● ACTIVITY
Using the data below, return the stretch from the line that contains "index mcp: (1294, 652)" through the line that contains "pinky mcp: (1280, 732)", both included, exactly as it stands and nothing beyond it.

● RECORDS
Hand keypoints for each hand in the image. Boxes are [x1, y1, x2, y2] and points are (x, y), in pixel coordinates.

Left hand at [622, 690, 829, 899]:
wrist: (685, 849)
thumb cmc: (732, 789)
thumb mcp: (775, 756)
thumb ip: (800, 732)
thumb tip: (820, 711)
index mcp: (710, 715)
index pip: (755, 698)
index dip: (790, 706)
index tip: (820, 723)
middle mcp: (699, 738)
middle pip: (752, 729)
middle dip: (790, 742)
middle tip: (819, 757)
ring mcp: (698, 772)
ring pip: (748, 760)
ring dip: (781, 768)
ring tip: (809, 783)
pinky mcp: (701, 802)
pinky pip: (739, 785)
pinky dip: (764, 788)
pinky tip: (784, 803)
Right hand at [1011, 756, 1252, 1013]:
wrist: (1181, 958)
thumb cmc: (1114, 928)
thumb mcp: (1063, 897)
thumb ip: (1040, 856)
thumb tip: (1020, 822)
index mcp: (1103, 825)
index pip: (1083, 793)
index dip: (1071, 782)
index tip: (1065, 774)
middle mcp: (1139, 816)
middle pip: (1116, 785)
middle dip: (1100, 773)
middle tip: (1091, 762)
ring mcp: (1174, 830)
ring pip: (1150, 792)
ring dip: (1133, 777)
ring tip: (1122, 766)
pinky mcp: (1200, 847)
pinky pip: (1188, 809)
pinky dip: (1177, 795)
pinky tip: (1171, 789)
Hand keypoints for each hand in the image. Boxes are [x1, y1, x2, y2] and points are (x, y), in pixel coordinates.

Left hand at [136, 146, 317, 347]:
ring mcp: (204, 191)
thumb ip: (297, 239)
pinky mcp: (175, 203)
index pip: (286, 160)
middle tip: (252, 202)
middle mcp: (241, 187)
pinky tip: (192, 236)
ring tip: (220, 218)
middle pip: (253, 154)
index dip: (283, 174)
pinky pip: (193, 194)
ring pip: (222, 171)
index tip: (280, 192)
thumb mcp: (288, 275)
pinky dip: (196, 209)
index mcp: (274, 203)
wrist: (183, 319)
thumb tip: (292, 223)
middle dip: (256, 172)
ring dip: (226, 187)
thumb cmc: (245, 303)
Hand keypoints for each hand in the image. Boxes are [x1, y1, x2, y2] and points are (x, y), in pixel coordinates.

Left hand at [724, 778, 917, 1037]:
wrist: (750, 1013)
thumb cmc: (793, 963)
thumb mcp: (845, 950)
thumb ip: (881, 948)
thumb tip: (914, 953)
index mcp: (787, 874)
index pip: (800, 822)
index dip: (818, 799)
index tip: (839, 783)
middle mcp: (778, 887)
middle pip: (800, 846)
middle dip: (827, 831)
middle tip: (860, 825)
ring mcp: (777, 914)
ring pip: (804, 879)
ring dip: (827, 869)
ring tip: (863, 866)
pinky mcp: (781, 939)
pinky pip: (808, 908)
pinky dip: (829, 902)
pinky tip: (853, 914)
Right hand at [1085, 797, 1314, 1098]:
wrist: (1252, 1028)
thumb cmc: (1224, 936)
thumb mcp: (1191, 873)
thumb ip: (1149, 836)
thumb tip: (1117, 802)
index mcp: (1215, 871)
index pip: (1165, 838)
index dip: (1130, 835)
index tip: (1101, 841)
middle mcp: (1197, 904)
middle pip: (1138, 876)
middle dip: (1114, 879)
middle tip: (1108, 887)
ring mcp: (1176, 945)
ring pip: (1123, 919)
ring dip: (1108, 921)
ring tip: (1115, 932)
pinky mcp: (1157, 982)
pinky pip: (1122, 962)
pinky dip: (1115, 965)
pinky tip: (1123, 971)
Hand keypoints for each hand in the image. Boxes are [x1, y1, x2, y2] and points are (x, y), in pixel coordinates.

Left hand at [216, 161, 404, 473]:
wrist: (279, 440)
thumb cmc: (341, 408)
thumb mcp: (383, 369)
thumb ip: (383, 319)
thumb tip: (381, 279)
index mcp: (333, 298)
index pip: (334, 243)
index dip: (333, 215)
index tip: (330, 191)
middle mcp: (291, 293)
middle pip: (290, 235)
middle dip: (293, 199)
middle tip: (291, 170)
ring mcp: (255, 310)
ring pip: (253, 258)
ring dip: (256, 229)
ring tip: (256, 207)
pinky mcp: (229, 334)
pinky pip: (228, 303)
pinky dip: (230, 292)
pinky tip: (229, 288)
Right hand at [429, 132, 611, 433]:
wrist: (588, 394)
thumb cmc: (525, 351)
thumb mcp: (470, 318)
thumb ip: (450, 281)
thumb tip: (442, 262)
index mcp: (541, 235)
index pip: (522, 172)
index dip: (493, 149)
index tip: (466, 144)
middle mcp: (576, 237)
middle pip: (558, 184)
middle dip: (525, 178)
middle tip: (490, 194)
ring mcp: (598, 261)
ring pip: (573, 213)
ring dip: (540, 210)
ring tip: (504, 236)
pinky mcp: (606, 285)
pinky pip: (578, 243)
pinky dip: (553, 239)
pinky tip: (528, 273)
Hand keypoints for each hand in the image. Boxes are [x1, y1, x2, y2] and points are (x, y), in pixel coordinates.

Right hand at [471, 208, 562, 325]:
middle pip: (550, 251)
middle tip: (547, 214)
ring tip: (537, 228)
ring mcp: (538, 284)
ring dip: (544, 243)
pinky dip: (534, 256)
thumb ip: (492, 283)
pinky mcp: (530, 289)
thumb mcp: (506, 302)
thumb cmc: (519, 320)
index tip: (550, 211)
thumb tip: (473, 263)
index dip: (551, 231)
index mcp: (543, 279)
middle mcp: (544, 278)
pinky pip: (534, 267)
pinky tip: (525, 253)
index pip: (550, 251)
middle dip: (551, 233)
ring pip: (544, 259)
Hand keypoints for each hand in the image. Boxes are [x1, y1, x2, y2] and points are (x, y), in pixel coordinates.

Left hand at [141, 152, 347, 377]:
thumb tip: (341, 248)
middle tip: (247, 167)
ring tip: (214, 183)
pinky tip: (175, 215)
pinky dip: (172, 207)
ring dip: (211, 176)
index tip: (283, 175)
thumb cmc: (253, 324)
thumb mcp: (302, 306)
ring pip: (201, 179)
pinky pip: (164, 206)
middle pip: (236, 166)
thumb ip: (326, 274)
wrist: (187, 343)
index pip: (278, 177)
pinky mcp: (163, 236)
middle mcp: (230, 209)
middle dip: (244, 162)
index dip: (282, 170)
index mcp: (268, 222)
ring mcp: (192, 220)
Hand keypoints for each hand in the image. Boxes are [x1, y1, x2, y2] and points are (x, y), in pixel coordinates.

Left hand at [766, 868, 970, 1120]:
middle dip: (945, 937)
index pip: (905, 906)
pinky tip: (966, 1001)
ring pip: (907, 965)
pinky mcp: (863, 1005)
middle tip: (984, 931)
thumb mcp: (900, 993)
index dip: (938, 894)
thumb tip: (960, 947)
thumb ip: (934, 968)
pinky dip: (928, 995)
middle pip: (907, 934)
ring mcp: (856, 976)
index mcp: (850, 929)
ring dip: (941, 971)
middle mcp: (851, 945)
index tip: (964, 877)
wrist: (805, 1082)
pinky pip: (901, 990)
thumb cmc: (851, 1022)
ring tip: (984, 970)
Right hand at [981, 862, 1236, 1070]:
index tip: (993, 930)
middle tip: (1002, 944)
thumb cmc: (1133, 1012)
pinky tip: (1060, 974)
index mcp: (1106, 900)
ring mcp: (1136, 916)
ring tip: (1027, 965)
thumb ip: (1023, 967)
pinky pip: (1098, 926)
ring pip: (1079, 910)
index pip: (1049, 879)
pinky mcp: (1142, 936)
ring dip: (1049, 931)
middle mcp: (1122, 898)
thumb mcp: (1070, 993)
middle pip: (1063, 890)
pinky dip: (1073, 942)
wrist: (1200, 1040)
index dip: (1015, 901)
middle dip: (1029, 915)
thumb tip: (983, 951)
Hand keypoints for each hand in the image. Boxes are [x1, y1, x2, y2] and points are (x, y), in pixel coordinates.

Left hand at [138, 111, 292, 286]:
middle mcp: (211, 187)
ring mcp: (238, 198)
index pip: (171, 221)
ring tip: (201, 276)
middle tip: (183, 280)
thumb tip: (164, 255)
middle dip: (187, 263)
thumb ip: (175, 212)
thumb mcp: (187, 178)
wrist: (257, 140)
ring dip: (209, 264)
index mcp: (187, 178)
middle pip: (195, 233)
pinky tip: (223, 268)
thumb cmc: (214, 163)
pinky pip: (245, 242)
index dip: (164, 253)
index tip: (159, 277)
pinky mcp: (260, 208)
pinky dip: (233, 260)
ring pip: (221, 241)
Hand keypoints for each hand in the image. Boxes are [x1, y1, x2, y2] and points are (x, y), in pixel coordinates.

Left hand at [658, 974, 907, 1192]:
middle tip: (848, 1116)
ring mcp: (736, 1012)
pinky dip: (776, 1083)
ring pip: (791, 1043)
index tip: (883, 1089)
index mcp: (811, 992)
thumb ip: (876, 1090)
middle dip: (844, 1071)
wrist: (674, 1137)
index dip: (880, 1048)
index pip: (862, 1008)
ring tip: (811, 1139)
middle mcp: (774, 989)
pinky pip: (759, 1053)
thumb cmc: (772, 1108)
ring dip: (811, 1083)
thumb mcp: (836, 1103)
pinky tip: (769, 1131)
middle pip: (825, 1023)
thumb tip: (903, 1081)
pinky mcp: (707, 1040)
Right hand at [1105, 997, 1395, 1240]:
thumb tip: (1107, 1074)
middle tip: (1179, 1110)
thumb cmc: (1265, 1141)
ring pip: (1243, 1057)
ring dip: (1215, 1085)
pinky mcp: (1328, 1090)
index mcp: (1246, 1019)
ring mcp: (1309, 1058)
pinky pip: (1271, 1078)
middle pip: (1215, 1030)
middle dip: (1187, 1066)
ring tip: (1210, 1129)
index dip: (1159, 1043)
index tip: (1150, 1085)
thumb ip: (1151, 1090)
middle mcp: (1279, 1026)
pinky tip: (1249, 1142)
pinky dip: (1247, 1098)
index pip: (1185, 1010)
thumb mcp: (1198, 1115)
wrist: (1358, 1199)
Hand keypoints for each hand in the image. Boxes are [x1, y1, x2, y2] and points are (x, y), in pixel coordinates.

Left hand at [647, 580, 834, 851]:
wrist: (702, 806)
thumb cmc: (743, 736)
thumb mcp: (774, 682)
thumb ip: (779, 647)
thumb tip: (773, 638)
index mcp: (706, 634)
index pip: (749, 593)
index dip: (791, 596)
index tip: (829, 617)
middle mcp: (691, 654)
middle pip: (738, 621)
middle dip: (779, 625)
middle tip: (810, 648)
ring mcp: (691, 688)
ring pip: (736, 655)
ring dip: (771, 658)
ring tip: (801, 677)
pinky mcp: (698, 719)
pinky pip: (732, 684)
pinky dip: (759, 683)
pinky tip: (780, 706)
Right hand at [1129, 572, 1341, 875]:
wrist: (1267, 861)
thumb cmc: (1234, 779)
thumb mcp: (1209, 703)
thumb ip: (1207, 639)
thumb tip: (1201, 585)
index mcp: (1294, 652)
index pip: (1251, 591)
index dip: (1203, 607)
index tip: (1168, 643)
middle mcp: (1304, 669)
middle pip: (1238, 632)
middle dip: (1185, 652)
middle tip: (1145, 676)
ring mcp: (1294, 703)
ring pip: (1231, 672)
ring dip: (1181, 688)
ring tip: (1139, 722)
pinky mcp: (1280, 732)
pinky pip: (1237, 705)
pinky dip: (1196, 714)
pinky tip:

● EXERCISE SOLUTION
index mcp: (1294, 652)
index pip: (1251, 591)
index dip: (1203, 607)
index tip: (1168, 643)
middle mcp: (1304, 669)
middle pip: (1238, 632)
middle dip: (1185, 652)
middle tip: (1145, 676)
ring mcp: (1294, 703)
ring pip: (1231, 672)
ring dip: (1181, 688)
ring tip: (1139, 722)
pinky mcp: (1280, 732)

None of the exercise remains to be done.